The idea is one we’ve seen in other games - that as well as menu navigation to select moves, there’s a range of real-time actions and reactions the player can perform to maximize damage and performance. So this is a strictly turn-based game, with a character turn-order displayed down the left-hand side of the screen. But that tradition is augmented with things like real-time dodging, frame-perfect parrying, counters, combos, and reactive quick-time events that when performed correctly will make the associated skill perform to its maximum potential. 

The game is keen to encourage players to engage in this system, though it appears it’ll be totally possible to muddle through combat without using them. At the end of every counter, the battle-end screen flags up how many successful counters and parries you’ve had, for instance - really pushing to the player that they should be engaging with this stuff. 
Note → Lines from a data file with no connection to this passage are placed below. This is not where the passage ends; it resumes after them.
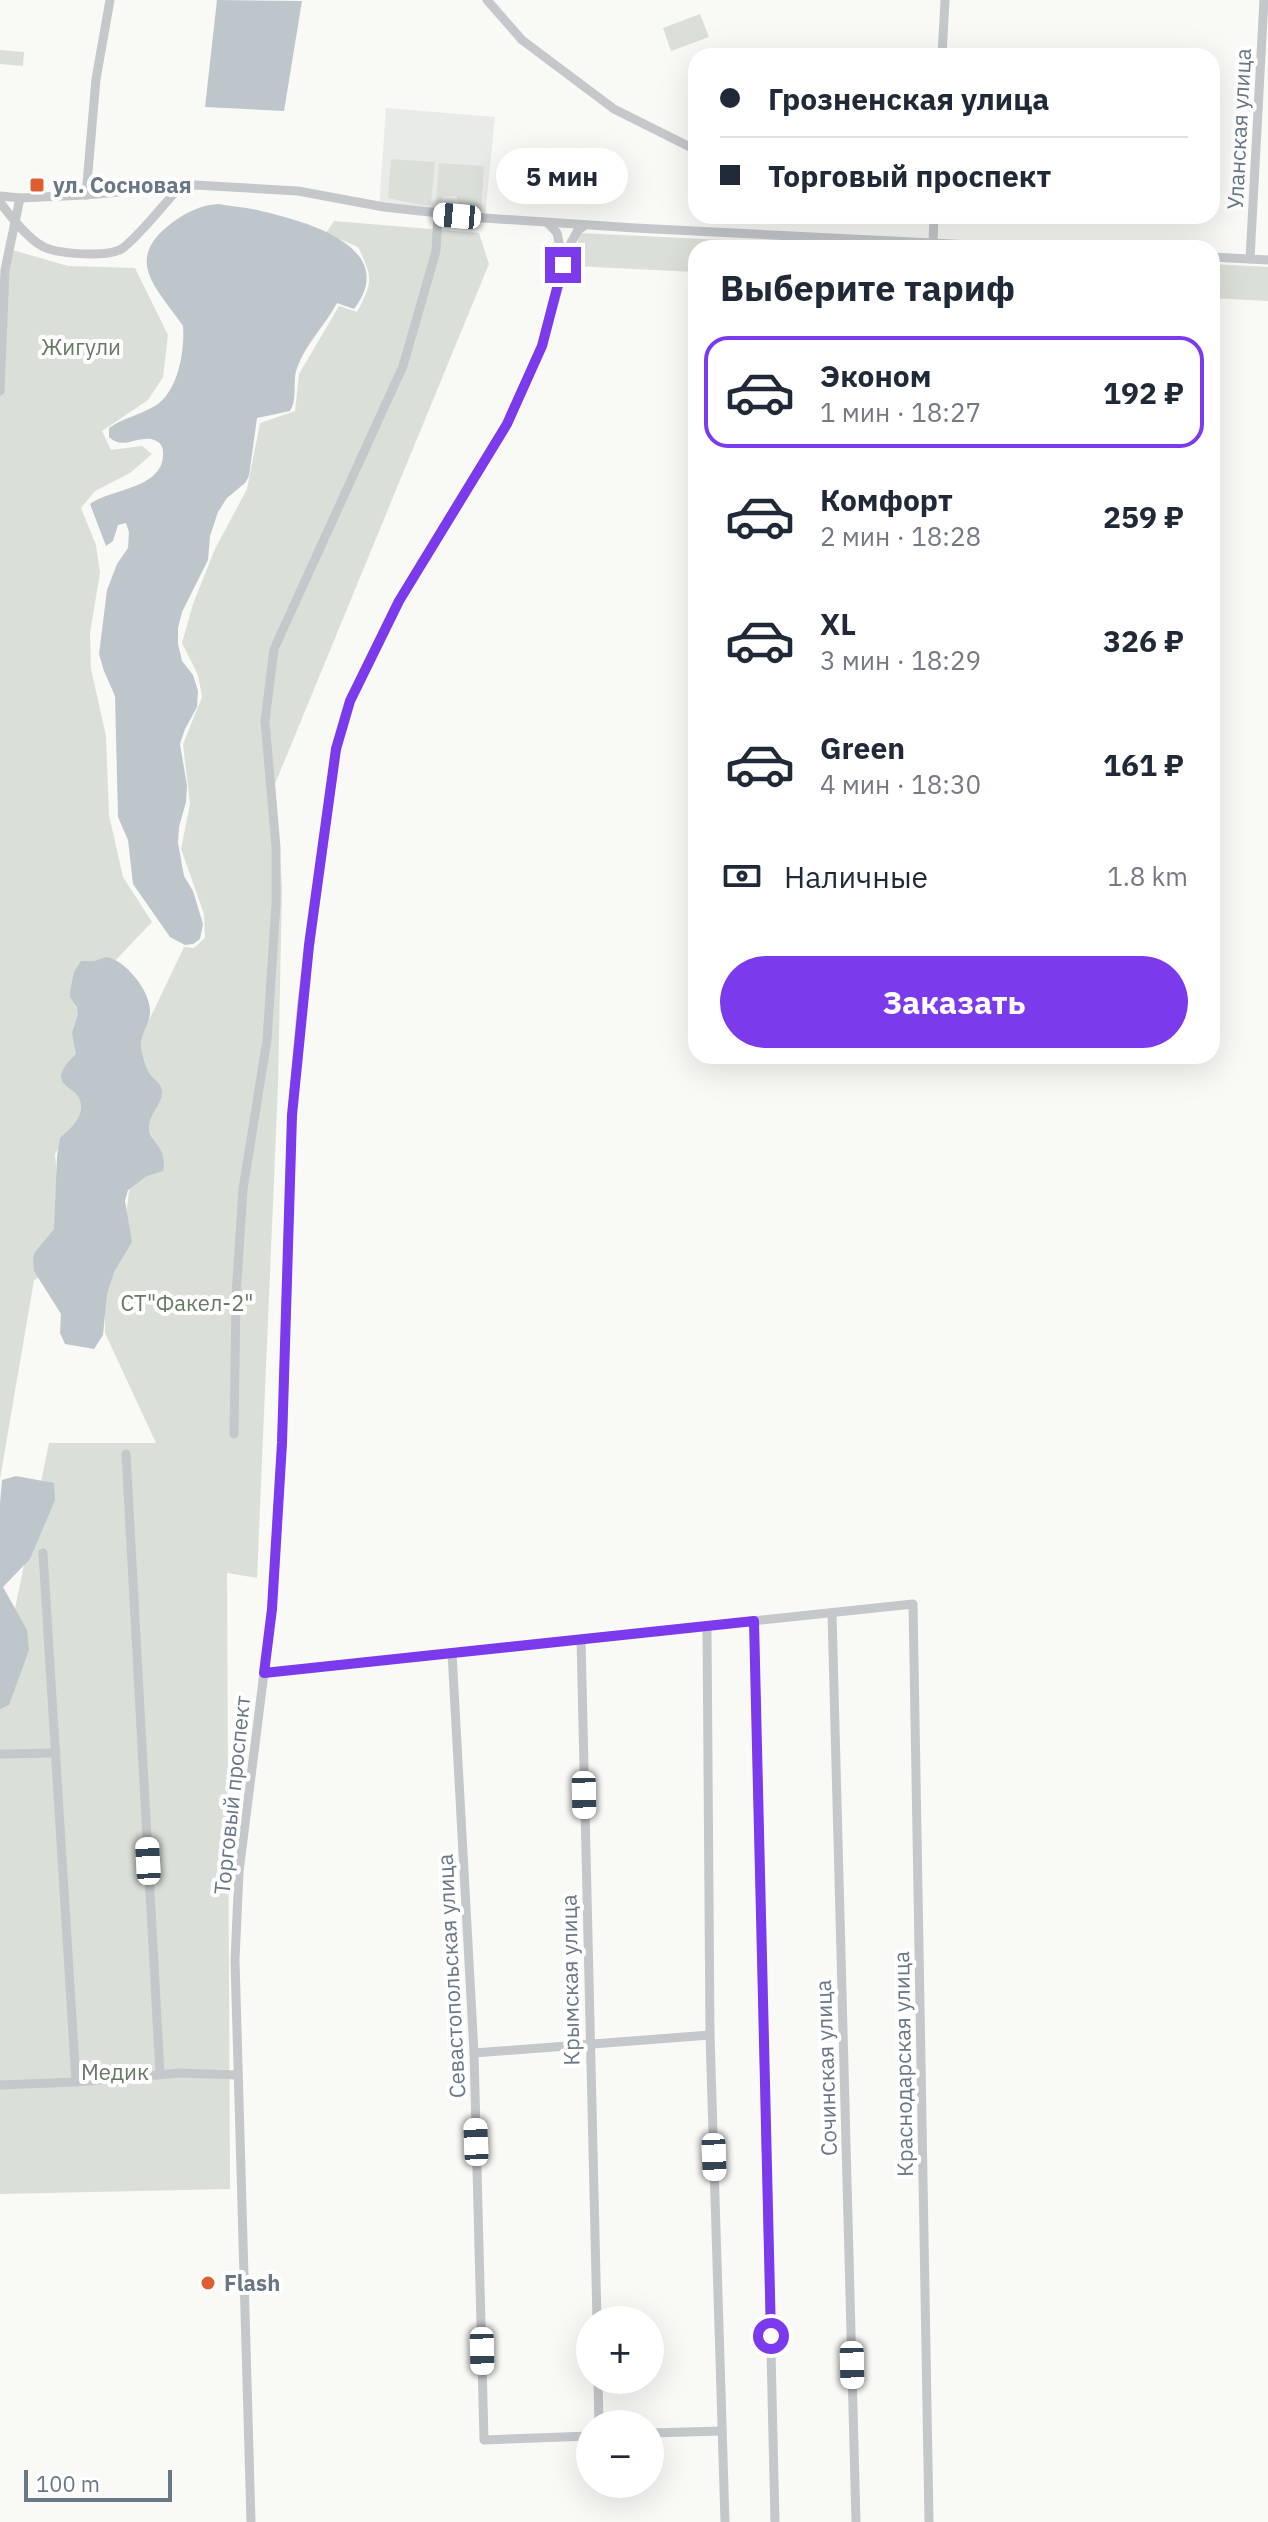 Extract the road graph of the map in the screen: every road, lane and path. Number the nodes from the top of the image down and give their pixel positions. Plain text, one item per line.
1 (110, 0) edge
2 (487, 0) edge
3 (945, 0) edge
4 (1264, 0) edge
5 (942, 48) edge
6 (688, 146) edge
7 (179, 188) junction
8 (86, 195) junction
9 (0, 196) edge
10 (20, 198) junction
11 (0, 202) edge
12 (438, 214) junction
13 (14, 221) junction
14 (548, 223) junction
15 (585, 225) junction
16 (875, 240) edge
17 (1220, 257) edge
18 (1250, 259) junction
19 (1268, 260) edge
20 (563, 265) junction
21 (0, 391) edge
22 (234, 1434) dead end
23 (126, 1454) dead end
24 (43, 1553) dead end
25 (832, 1613) junction
26 (754, 1621) junction
27 (707, 1628) junction
28 (581, 1639) junction
29 (452, 1653) junction
30 (264, 1673) junction
31 (56, 1753) junction
32 (0, 1754) edge
33 (710, 2035) junction
34 (590, 2044) junction
35 (474, 2053) junction
36 (160, 2074) junction
37 (237, 2075) junction
38 (76, 2082) junction
39 (0, 2085) edge
40 (597, 2306) edge
41 (722, 2431) junction
42 (664, 2433) edge
43 (576, 2437) edge
44 (251, 2522) edge
45 (725, 2522) edge
46 (775, 2522) edge
47 (856, 2522) edge
48 (929, 2522) edge

1 - 8 street
2 - 6 street
3 - 5 street
4 - 18 street, Уланская улица
7 - 8 street
7 - 12 street
7 - 13 street
8 - 10 street
9 - 10 street
10 - 13 street
11 - 13 street
12 - 14 street
12 - 22 street
13 - 21 street
14 - 15 street
14 - 20 street
15 - 16 street
15 - 20 street, Торговый проспект
17 - 18 street
18 - 19 street
20 - 30 street, Торговый проспект
23 - 36 street
24 - 31 street
25 - 26 street
25 - 47 street, Сочинская улица
25 - 48 street, Краснодарская улица
26 - 27 street
26 - 46 street
27 - 28 street
27 - 33 street
28 - 29 street
28 - 34 street, Крымская улица
29 - 30 street
29 - 35 street, Севастопольская улица
30 - 37 street, Торговый проспект
31 - 32 street
31 - 38 street
33 - 34 street
33 - 41 street
34 - 35 street
34 - 40 street, Крымская улица
35 - 43 street, Севастопольская улица
36 - 37 street
36 - 38 street
37 - 44 street, Торговый проспект
38 - 39 street
41 - 42 street
41 - 45 street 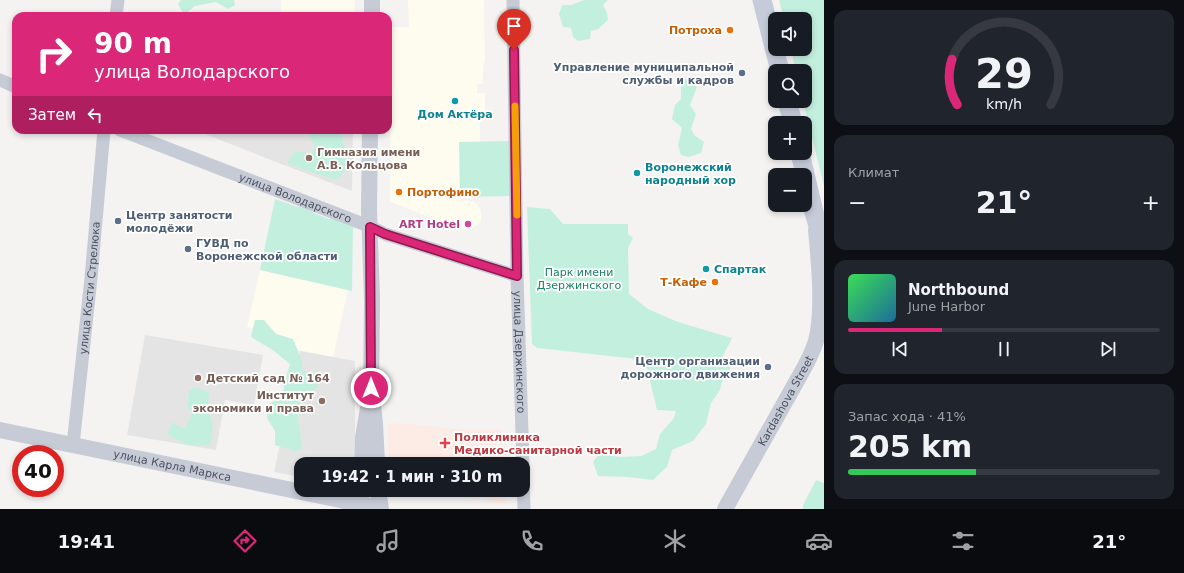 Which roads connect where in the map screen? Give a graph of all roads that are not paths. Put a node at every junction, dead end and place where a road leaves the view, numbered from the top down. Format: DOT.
graph roads {
  1 [pos="118,0"];
  2 [pos="372,0"];
  3 [pos="513,0"];
  4 [pos="762,0"];
  5 [pos="116,12"];
  6 [pos="372,12"];
  7 [pos="778,64"];
  8 [pos="0,80"];
  9 [pos="12,85"];
  10 [pos="104,134"];
  11 [pos="130,134"];
  12 [pos="370,134"];
  13 [pos="802,160"];
  14 [pos="816,216"];
  15 [pos="370,227"];
  16 [pos="824,245"];
  17 [pos="517,276"];
  18 [pos="371,388"];
  19 [pos="0,430"];
  20 [pos="73,446"];
  21 [pos="362,457"];
  22 [pos="377,457"];
  23 [pos="523,457"];
  24 [pos="739,485"];
  25 [pos="367,497"];
  26 [pos="378,497"];
  27 [pos="524,497"];
  28 [pos="377,508"];
  29 [pos="524,509"];
  30 [pos="725,509"];
  31 [pos="731,509"];
  1 -- 5 [label="street"];
  2 -- 6 [label="street"];
  3 -- 17 [label="street, улица Дзержинского"];
  4 -- 7 [label="main road"];
  8 -- 9 [label="street"];
  10 -- 20 [label="street, улица Кости Стрелюка"];
  11 -- 15 [label="street, улица Володарского"];
  12 -- 15 [label="street"];
  13 -- 14 [label="main road"];
  14 -- 16 [label="main road"];
  14 -- 24 [label="street, Kardashova Street"];
  15 -- 17 [label="street, улица Володарского"];
  15 -- 18 [label="street"];
  17 -- 23 [label="street, улица Дзержинского"];
  18 -- 21 [label="street"];
  18 -- 22 [label="street"];
  19 -- 20 [label="street, улица Карла Маркса"];
  20 -- 28 [label="street, улица Карла Маркса, bridge"];
  24 -- 30 [label="street, Kardashova Street"];
  24 -- 31 [label="street, Kardashova Street"];
  25 -- 28 [label="street"];
  26 -- 28 [label="street"];
  27 -- 29 [label="street"];
}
While it apes Persona and other Japanese games in system design, Expedition 33 beats a path more of its own creation in terms of look and feel. It’s visually gorgeous, with battles punctuated with impressive particle effects. The environments are lovely, too: this demo takes place underwater, though mysteriously the characters can breathe and talk. The visuals are striking - aquatic plants sway with the currents, the characters cutting around and across shipwrecks and the remnants of some flooded civilization.

Much of the storyline remains a mystery to me, though the base concept is fabulously simple: your cast of characters, all 33 years old, are doomed to die in one year. The party heads on a journey - an expedition, if you will - in an attempt to slay a god-like being and save their lives.

There’s much to like here - characters that immediately appeal, an intriguing narrative hook, and enemy designs that are interesting from both a visual and combat design perspective. Looking at the characters, all in their expedition uniforms, I sort of wish each had a more distinct individual look - but for all I know that might be coming with time, as I didn’t get a look at any gear or equipment systems.

In short, though, it looked good. Clair Obscur: Expedition 33’s reveal trailer showed us style - all that peacocky showiness of Persona 5, but filtered through a Western perspective. A first hands-off look at the game running shows us that substance is also present in carefully-considered combat systems that want to do more than copy what came before - there is ambition here towards evolution.

The real proof will come when we get to go hands-on, of course. Hopefully that comes soon. 

Clair Obscur: Expedition 33 is releasing for PC, PS5, and Xbox Series X & S at some point in 2025.